Connected Conservation: rethinking conservation for a telecoupled world

Rachel Carmenta

My talk will introduce Connected Conservation: a dual-branched conservation model that calls for the conservation community to embrace novel actions to tackle distant wealth-related drivers of biodiversity decline, while enhancing site-level conservation to empower biodiversity stewards. I will give an overview of the diverse literatures that outline the need for this shift in conservation practice and show how centres of tropical biodiversity – a major focus of conservation efforts, tend to be delivered in predominantly site-level interventions, often incorporating alternative-livelihood provision or poverty-alleviation components. Yet, a focus on site-level intervention is ill-equipped to address the disproportionate role of (often distant) wealth in biodiversity collapse. Further site-level approaches often attempt to ‘resolve’ local economic poverty in order to safeguard biodiversity in a seemingly virtuous act, risking overlooking local communities as the living locus of multiple solutions to the biodiversity crisis.
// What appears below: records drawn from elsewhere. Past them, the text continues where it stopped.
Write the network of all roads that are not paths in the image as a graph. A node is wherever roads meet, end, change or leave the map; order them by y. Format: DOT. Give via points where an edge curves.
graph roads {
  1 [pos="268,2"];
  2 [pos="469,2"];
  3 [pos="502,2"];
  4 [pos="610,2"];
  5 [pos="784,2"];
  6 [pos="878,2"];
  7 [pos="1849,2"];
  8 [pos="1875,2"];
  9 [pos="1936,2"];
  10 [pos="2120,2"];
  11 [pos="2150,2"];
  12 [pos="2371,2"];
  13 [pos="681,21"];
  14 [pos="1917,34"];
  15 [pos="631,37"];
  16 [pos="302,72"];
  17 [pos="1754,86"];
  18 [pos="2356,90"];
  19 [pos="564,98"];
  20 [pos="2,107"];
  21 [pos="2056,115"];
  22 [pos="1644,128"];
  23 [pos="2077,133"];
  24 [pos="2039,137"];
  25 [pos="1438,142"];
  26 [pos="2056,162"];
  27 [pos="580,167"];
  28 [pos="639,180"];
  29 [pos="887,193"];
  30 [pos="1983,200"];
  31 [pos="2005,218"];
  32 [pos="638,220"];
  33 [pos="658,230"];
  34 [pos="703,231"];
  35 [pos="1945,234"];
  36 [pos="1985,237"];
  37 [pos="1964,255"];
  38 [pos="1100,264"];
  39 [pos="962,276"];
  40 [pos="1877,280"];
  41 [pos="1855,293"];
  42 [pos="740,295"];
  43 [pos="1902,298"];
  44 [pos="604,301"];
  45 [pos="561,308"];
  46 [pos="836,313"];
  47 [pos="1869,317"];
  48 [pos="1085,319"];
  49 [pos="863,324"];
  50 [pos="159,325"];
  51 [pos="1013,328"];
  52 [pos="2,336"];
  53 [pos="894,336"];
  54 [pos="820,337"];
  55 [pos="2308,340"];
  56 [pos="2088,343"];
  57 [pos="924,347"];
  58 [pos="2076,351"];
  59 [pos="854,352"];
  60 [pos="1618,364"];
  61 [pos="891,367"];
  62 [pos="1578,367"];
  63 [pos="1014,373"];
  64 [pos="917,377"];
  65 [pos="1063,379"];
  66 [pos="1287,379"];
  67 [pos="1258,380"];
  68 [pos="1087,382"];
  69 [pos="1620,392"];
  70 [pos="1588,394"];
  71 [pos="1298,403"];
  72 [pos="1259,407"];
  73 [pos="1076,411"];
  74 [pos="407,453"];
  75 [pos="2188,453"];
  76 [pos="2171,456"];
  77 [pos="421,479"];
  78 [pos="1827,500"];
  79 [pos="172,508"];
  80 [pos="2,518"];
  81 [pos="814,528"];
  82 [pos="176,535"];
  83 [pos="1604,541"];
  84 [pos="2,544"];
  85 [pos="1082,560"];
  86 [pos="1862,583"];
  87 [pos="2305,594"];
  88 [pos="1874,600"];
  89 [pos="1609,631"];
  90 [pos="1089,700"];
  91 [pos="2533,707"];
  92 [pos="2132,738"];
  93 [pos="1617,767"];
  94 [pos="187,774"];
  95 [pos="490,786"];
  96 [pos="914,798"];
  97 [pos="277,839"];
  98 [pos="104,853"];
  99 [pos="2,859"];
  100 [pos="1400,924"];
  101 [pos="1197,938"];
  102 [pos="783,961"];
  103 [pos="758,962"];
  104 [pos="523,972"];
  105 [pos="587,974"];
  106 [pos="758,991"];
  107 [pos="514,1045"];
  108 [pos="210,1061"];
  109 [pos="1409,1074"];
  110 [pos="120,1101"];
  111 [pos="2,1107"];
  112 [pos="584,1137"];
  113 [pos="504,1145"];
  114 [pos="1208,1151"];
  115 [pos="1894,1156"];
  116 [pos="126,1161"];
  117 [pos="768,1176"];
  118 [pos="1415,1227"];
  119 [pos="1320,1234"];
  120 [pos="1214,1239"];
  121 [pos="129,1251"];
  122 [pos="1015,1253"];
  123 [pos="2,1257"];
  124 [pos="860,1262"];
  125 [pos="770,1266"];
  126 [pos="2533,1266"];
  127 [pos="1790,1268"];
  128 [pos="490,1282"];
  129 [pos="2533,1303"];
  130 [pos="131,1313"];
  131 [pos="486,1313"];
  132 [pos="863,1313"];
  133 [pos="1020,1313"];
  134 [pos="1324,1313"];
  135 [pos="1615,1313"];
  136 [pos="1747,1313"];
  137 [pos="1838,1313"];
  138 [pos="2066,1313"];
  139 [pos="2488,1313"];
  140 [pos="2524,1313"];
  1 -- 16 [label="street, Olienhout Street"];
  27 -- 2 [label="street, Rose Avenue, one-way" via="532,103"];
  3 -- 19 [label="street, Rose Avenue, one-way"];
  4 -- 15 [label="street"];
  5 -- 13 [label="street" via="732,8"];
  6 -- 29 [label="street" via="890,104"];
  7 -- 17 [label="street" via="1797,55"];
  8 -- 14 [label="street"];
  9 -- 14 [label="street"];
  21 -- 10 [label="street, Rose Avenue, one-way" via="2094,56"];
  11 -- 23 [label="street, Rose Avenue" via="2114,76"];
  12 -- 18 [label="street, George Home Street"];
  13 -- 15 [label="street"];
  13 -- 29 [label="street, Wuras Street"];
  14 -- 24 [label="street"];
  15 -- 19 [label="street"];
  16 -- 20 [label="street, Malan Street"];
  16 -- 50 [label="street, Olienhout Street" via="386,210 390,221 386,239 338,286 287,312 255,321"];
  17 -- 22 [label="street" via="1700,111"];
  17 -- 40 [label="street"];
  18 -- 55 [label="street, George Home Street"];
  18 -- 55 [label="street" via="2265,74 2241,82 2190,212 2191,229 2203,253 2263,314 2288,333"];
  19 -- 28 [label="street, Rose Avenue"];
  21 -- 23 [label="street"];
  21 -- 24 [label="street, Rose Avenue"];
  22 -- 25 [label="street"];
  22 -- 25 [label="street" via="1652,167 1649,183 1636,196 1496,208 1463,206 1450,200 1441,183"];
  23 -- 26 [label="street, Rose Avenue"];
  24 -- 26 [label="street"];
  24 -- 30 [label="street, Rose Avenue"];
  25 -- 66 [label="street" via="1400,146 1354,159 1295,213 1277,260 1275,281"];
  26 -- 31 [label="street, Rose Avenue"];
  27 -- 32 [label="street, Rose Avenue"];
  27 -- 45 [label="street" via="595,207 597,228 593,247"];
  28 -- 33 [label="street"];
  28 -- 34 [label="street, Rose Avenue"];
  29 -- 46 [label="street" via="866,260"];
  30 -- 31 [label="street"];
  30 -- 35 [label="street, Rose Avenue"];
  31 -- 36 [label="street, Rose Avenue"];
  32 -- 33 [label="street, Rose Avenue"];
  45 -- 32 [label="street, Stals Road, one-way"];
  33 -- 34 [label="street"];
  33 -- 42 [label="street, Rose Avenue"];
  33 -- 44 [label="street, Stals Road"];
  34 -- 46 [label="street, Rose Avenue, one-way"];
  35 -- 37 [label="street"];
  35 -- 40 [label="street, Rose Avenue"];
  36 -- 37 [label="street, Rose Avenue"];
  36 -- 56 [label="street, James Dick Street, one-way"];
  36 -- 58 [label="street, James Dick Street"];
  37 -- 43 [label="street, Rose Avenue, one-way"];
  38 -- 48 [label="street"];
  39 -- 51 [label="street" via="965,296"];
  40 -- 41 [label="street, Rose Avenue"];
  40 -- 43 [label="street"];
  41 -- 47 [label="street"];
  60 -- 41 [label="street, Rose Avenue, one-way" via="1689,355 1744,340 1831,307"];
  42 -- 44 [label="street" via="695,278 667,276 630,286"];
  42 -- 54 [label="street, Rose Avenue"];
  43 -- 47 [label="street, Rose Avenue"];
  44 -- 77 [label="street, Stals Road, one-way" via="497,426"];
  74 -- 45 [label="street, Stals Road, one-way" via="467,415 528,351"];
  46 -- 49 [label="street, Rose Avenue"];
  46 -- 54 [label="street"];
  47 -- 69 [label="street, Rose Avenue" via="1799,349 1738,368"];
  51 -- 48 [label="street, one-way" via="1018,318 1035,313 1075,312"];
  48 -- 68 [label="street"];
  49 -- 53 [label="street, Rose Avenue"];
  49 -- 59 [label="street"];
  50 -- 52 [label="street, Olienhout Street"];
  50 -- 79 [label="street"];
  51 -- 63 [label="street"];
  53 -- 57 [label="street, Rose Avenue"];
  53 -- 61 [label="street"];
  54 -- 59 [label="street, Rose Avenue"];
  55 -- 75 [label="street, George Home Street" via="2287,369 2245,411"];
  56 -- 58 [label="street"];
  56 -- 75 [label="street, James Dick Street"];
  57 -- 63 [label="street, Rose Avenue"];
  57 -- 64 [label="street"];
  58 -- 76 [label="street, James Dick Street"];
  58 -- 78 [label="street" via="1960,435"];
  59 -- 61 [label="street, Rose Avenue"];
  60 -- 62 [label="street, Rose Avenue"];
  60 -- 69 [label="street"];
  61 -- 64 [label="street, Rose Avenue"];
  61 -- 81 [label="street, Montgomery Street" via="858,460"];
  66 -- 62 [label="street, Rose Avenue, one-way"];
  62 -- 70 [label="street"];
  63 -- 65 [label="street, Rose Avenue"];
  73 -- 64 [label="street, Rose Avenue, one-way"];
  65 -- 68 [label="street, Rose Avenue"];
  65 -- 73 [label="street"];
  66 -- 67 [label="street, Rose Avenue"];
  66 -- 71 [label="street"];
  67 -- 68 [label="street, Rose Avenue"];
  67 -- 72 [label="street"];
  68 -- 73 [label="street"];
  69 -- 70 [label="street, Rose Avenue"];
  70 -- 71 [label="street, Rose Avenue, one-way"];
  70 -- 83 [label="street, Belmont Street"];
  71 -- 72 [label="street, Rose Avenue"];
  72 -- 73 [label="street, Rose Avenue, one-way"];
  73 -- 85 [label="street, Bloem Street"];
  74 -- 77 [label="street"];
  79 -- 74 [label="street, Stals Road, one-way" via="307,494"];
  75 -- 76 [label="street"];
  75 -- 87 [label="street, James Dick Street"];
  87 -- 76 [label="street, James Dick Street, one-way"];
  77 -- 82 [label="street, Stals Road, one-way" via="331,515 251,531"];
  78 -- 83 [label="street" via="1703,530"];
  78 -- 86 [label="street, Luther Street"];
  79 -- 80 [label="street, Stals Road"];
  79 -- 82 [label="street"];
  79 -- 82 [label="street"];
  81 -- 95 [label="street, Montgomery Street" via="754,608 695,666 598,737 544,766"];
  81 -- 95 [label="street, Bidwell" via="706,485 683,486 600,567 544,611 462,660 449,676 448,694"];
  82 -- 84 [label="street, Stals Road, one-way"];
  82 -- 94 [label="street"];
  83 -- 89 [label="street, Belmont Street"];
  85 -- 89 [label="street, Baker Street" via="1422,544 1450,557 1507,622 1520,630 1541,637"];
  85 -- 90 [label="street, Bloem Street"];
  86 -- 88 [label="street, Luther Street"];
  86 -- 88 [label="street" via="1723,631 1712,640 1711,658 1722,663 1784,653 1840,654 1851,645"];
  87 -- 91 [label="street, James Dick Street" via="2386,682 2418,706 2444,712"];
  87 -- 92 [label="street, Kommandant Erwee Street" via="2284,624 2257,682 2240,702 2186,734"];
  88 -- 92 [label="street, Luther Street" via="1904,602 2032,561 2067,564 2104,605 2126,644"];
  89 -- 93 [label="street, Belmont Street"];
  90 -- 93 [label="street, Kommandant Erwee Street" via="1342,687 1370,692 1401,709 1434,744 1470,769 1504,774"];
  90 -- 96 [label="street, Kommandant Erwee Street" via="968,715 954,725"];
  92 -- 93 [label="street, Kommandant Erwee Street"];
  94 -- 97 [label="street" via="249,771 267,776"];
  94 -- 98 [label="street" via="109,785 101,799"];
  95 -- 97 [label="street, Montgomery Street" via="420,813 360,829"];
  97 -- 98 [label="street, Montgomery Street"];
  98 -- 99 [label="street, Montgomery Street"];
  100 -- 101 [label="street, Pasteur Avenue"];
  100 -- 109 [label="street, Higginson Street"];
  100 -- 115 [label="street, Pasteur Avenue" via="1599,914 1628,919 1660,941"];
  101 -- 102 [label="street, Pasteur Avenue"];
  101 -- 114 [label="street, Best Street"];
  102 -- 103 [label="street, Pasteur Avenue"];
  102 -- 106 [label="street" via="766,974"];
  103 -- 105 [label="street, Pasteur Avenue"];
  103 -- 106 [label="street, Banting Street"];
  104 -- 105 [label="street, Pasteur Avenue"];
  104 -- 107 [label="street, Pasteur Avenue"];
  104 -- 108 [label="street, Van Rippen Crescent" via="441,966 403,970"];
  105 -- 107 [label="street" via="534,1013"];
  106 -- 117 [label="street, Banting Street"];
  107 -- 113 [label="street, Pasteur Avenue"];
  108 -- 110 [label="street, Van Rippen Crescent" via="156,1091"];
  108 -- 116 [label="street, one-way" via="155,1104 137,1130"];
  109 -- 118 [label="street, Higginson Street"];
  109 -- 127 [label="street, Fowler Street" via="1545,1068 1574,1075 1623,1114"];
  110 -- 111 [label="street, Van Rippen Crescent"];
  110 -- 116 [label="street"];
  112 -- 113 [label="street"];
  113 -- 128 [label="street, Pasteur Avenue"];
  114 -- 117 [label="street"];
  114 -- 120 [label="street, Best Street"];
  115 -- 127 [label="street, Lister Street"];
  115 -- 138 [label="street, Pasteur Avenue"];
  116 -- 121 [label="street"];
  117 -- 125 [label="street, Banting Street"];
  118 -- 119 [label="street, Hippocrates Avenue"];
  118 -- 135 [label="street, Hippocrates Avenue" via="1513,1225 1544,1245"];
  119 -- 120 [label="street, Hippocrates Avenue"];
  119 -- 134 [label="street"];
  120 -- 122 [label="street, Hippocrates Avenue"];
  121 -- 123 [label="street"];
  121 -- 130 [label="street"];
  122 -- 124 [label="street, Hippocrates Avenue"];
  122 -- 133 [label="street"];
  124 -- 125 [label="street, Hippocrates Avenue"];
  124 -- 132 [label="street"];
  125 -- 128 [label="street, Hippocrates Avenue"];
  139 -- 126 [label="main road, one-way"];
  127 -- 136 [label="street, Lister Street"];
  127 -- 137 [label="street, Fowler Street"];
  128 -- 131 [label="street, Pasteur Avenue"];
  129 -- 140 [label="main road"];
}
Connected Conservation counters this conventional model, and instead works to enhance and amplify those flows and values consonant with nature, and disrupt and diminish the negative flows stemming from centres of wealth that are largely responsible for environmental decline. Examples from the tropical fire context will be used to illustrate the need for Connected Conservation, and your thoughts on how to orchestrate actions in concert across scales to tackle interconnected conservation challenges will be welcome.

Short Biography

Rachel is Tyndall Lecturer in Climate Change and International Development at the University of East Anglia- based in the Tyndall Centre for Climate Change Research and the School of Global Development. She is an interdisciplinary social conservation scientist and draws on a wide range of methods and approaches, with original training in Ecology. Her research is centred on addressing conservation and development challenges through the design and social equity of environmental governance. Her research engages geographies of risk with a particular emphasis on the human dimensions of tropical fire (intentional), wildfire and living in flammability. Until July 2020 Rachel was Frank Jackson Fellow at the University of Cambridge, prior to which she was a post doctoral researcher at the Centre for International Forestry Research (CIFOR).